** Opening EXTRACTED RECORDS block **

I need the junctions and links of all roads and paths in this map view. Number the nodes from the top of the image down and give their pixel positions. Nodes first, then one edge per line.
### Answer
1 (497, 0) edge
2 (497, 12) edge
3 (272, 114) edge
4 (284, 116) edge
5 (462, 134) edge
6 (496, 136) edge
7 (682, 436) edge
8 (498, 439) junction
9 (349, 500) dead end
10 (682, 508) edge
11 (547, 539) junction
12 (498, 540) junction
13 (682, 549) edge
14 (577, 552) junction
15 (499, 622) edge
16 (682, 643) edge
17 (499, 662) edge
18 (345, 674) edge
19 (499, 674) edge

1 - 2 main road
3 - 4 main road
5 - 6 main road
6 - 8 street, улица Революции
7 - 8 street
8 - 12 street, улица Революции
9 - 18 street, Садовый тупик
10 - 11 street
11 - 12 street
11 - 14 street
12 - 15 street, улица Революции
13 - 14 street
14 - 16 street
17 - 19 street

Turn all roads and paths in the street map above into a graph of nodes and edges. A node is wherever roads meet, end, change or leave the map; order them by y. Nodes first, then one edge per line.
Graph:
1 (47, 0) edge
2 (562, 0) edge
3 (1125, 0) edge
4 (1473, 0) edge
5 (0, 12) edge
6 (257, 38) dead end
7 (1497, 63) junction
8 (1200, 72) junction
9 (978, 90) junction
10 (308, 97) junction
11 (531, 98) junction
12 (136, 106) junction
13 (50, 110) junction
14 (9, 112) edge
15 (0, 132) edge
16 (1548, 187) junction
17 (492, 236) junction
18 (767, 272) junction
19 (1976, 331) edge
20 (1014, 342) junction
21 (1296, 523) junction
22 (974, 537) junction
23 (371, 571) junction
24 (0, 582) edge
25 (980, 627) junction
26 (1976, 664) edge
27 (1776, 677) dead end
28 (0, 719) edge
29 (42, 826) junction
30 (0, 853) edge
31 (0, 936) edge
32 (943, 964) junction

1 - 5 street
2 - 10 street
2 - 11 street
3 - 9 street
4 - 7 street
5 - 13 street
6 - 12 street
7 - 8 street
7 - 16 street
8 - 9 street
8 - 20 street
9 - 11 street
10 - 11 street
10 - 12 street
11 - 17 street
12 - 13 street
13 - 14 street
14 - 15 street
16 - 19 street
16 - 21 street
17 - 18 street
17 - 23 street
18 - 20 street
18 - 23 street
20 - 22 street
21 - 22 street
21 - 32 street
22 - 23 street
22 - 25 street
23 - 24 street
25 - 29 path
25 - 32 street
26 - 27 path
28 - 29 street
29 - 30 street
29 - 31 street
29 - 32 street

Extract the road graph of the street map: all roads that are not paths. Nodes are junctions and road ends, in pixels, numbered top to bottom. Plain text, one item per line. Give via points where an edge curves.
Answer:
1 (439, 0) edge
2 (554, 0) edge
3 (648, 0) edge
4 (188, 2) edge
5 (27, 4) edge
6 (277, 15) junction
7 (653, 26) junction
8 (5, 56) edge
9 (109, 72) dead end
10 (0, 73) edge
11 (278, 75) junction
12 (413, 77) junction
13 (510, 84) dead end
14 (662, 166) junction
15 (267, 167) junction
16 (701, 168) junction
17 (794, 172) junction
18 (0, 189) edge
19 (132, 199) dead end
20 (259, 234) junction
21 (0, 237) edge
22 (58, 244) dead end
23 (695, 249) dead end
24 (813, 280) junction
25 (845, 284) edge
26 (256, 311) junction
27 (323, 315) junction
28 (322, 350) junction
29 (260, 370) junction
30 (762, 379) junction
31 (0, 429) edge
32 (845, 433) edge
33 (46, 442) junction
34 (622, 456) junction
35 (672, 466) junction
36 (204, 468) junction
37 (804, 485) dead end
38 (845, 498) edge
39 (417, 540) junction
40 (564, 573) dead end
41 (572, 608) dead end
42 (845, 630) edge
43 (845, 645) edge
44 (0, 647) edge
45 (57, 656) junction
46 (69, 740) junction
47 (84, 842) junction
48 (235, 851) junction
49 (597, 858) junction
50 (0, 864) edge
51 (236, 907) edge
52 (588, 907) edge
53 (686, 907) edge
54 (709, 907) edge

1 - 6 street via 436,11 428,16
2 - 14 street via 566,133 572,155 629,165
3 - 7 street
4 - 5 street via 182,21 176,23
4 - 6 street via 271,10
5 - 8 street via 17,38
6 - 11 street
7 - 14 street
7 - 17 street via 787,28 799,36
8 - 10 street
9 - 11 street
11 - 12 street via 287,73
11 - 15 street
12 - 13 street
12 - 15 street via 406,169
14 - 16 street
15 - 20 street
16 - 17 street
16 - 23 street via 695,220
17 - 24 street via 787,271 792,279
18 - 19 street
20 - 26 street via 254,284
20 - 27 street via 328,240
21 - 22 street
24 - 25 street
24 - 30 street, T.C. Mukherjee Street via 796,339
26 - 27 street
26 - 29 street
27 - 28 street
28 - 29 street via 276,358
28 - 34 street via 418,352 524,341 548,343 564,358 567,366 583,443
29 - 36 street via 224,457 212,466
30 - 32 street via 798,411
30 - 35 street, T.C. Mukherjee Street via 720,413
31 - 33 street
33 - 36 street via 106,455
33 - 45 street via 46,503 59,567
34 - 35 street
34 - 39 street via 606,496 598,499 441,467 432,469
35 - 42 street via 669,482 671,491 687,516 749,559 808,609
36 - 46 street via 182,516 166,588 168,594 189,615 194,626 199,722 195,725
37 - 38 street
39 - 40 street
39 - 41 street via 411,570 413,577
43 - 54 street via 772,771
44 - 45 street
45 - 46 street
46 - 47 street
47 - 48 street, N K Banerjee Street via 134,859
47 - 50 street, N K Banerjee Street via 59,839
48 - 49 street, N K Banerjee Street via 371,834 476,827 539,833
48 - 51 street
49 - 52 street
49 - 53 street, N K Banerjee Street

** Closing EXTRACTED RECORDS block **

* [DIRECTIONS FOR THIS TASK] Of the lines above, copy each that contains "Революции".

* [WORKED SOLUTION]
6 - 8 street, улица Революции
8 - 12 street, улица Революции
12 - 15 street, улица Революции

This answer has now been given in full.